- **Problem statement**: Your answer must be the exact lines from the one holding "ring mcp: (215, 181)" through the last line of the records below, with no pictures.

═════ Exercise inputs ═════

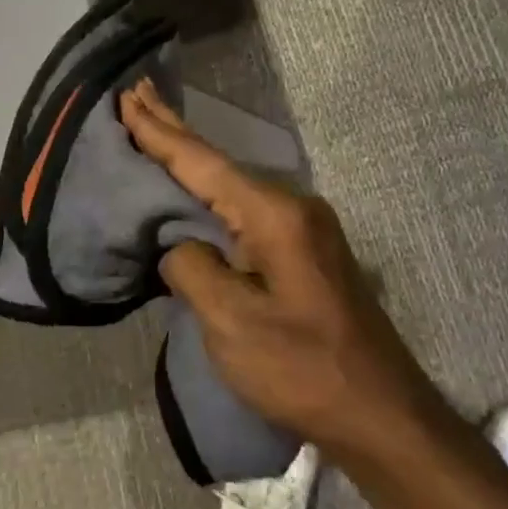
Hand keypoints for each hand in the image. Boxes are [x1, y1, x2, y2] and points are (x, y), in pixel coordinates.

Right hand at [117, 80, 427, 453]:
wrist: (381, 414)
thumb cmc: (303, 370)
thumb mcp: (232, 324)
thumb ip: (192, 270)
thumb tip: (179, 246)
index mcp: (274, 215)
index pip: (202, 164)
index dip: (159, 133)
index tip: (126, 98)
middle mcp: (293, 206)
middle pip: (219, 163)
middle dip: (174, 130)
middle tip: (136, 94)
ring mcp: (303, 227)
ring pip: (232, 184)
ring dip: (191, 159)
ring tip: (155, 129)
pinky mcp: (304, 251)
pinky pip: (246, 208)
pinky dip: (211, 191)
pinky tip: (195, 186)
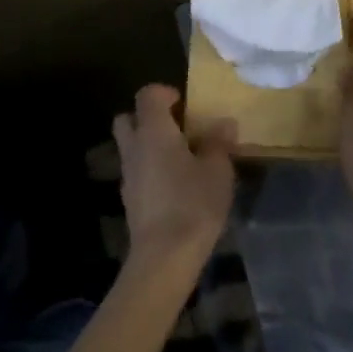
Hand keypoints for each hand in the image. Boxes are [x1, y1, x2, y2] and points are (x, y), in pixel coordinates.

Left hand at [112, 84, 236, 271]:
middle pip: (128, 119)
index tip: (184, 103)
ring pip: (130, 147)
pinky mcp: (129, 202)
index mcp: (154, 131)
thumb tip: (225, 123)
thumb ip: (219, 143)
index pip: (147, 95)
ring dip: (148, 145)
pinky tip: (173, 186)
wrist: (163, 259)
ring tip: (179, 158)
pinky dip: (149, 170)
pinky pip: (136, 172)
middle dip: (147, 117)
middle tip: (175, 127)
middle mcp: (134, 147)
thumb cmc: (193, 204)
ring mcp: (128, 176)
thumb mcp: (218, 170)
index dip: (164, 93)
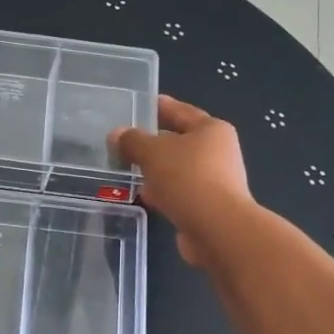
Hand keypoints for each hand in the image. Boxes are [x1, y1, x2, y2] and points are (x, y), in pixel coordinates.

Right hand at [112, 95, 253, 266]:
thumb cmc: (188, 178)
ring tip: (127, 169)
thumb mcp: (153, 152)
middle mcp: (218, 152)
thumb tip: (116, 135)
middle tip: (125, 141)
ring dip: (155, 170)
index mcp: (211, 130)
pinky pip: (178, 192)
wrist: (217, 230)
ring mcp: (215, 181)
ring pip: (177, 169)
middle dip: (153, 142)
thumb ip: (132, 141)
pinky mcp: (207, 207)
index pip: (181, 111)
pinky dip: (162, 192)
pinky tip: (143, 195)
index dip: (159, 106)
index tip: (140, 104)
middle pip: (179, 141)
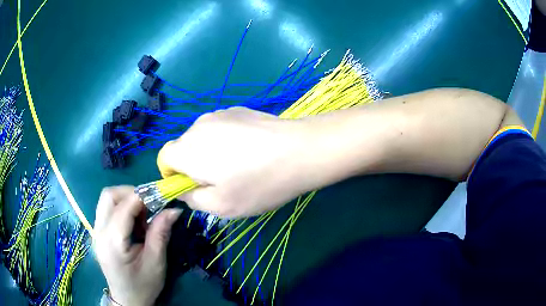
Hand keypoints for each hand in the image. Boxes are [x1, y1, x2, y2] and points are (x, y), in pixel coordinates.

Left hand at [93, 186, 181, 305]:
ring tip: (142, 219)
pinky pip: (107, 209)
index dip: (144, 196)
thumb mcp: (156, 262)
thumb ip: (161, 233)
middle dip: (131, 194)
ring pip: (107, 199)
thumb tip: (174, 209)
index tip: (162, 198)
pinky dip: (122, 209)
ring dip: (126, 200)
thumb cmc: (143, 286)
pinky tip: (133, 225)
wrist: (127, 300)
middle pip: (109, 195)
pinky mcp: (98, 232)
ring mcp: (96, 231)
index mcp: (113, 242)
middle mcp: (99, 232)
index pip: (124, 206)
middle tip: (149, 209)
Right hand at [159, 107, 315, 217]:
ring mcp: (220, 114)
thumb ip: (192, 199)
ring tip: (240, 166)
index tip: (192, 187)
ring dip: (211, 153)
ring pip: (203, 138)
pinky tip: (251, 150)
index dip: (172, 176)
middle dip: (193, 166)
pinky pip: (221, 128)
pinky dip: (226, 141)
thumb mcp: (221, 206)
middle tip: (221, 182)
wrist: (301, 151)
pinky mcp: (239, 110)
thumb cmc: (258, 184)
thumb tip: (184, 189)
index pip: (164, 159)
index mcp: (187, 149)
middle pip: (183, 148)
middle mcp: (198, 125)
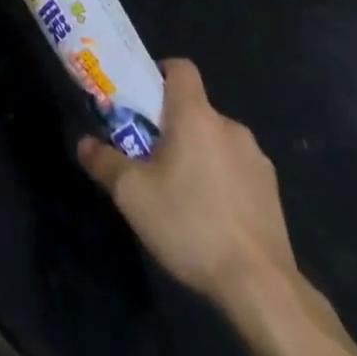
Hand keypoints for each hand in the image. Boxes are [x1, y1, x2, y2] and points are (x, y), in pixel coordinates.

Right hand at [78, 59, 296, 304]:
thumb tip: (84, 143)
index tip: (143, 100)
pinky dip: (223, 181)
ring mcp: (256, 158)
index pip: (180, 68)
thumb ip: (104, 162)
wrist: (262, 287)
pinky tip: (213, 218)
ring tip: (183, 193)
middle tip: (151, 157)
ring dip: (200, 154)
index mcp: (195, 115)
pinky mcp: (272, 191)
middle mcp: (229, 126)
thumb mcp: (132, 195)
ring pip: (217, 140)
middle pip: (195, 109)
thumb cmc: (191, 225)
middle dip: (173, 126)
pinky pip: (238, 169)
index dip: (159, 74)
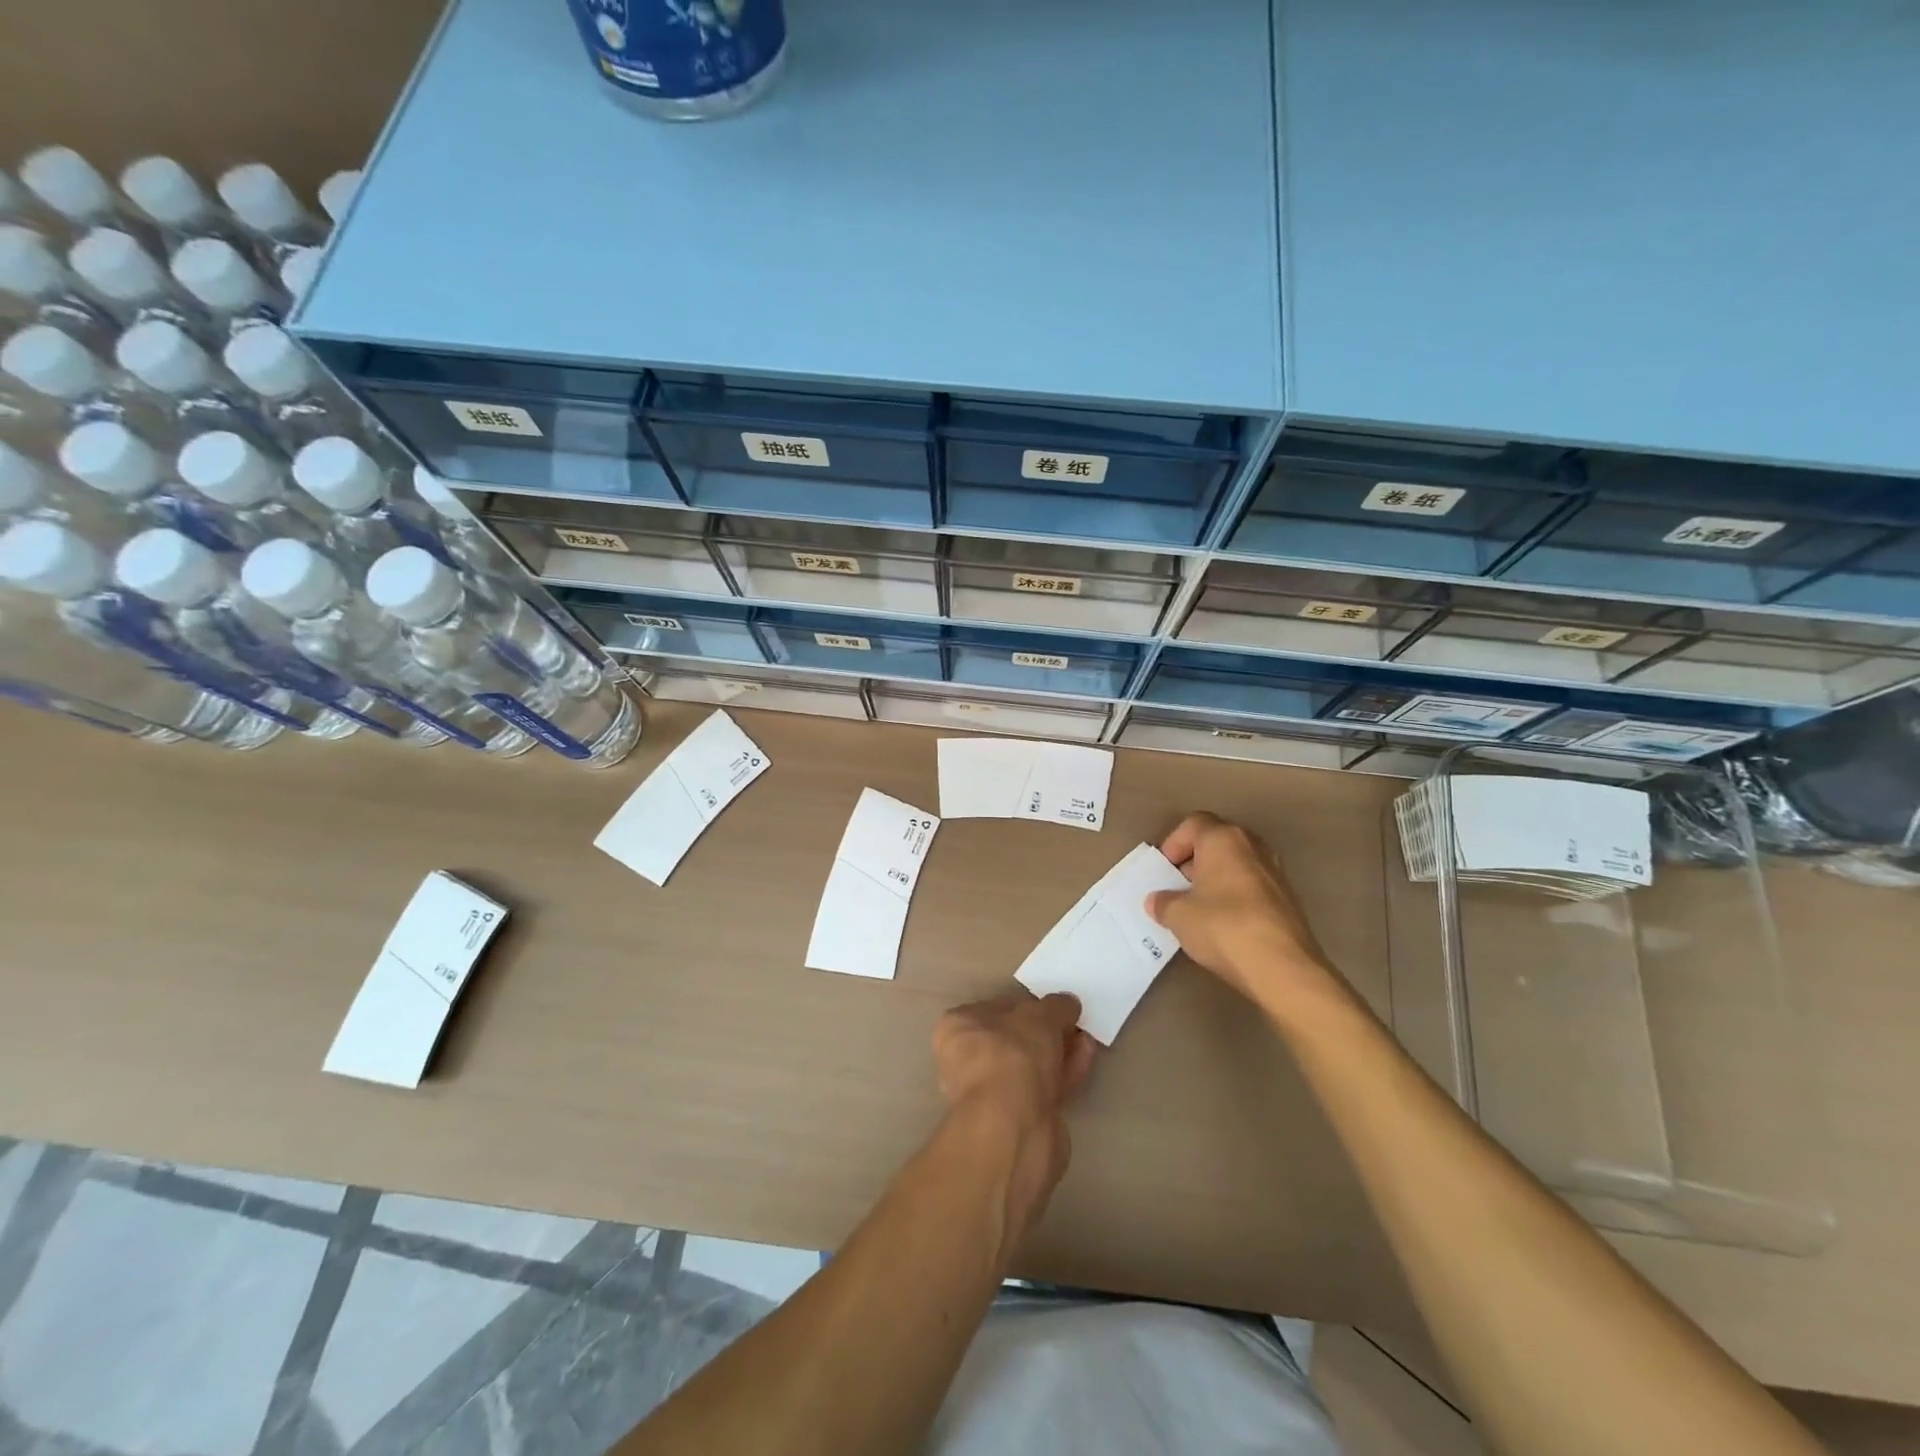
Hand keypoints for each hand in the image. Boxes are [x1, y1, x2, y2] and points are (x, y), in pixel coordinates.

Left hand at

═════

- **Result**:
ring mcp: (215, 181)
ring pip: (177, 169)
middle dip: (153, 142)
thumb ip: (132, 141)
pinky mcp: (207, 207)
index pip: (181, 111)
pinky dip: (162, 192)
pinky tip: (143, 195)
index dip: (159, 106)
index tip: (140, 104)
middle pip: (179, 141)
Hand keypoints for each hand in the image. Boxes are [x1, y1, x2, y2] and points are (x, y), in pixel coordinates.

Left hand at [93, 186, 181, 305]:
ring tip: (142, 219)
pinky pip: (107, 209)
index dip: (144, 196)
thumb mcp: (156, 262)
thumb ip: (161, 233)
middle dip: (131, 194)
ring pip: (107, 199)
thumb tip: (174, 209)
index tip: (162, 198)
pinky dip: (122, 209)
ring dip: (126, 200)
thumb cmc: (143, 286)
pinky tip: (133, 225)
wrist: (127, 300)
middle pip: (109, 195)
pinky mcp: (98, 232)
ring mcp: (96, 231)
index mcp: (113, 242)
middle mcp: (99, 232)
index pip: (124, 206)
middle tip: (149, 209)
Right hand at [159, 107, 315, 217]:
ring mcp: (220, 114)
thumb ip: (192, 199)
ring tip: (240, 166)
index tip: (192, 187)
ring dip: (211, 153)
ring pip: (203, 138)
pinky tip: (251, 150)
index dip: (172, 176)
middle dip: (193, 166)
pinky pip: (221, 128)
pinky dip: (226, 141)
thumb mcp: (221, 206)
middle tip: (221, 182)
wrist: (301, 151)
pinky mcp: (239, 110)
thumb cmc: (258, 184)
thumb tip: (184, 189)
index pip: (164, 159)
index mcp: (187, 149)
middle pip: (183, 148)
middle mcp: (198, 125)
Hand keypoints for each hand in the image. Boxes are [x1, y1, x2, y2] and points are (x, y), in pixel coordinates.

Right hand at [78, 59, 296, 304]:
thumb tip: (84, 143)
index tip: (143, 100)
pinky dip: (223, 181)
ring mcp: (256, 158)
index pip: (180, 68)
thumb ip: (104, 162)
wrist: (262, 287)
pinky tip: (213, 218)
ring tip: (183, 193)
middle tip: (151, 157)
ring dip: (200, 154)
index mcp: (195, 115)
pinky mcp: (272, 191)
middle mcp: (229, 126)
thumb mcp: (132, 195)
ring pip: (217, 140)
middle pip: (195, 109)
thumb cmc: (191, 225)
middle dip: (173, 126)
pinky pip: (238, 169)
index dip: (159, 74)
Hand keypoints for each hand in the image. Boxes are [x1, y1, x2, y2] and points are (x, y), in pixel coordinates.

Left hand at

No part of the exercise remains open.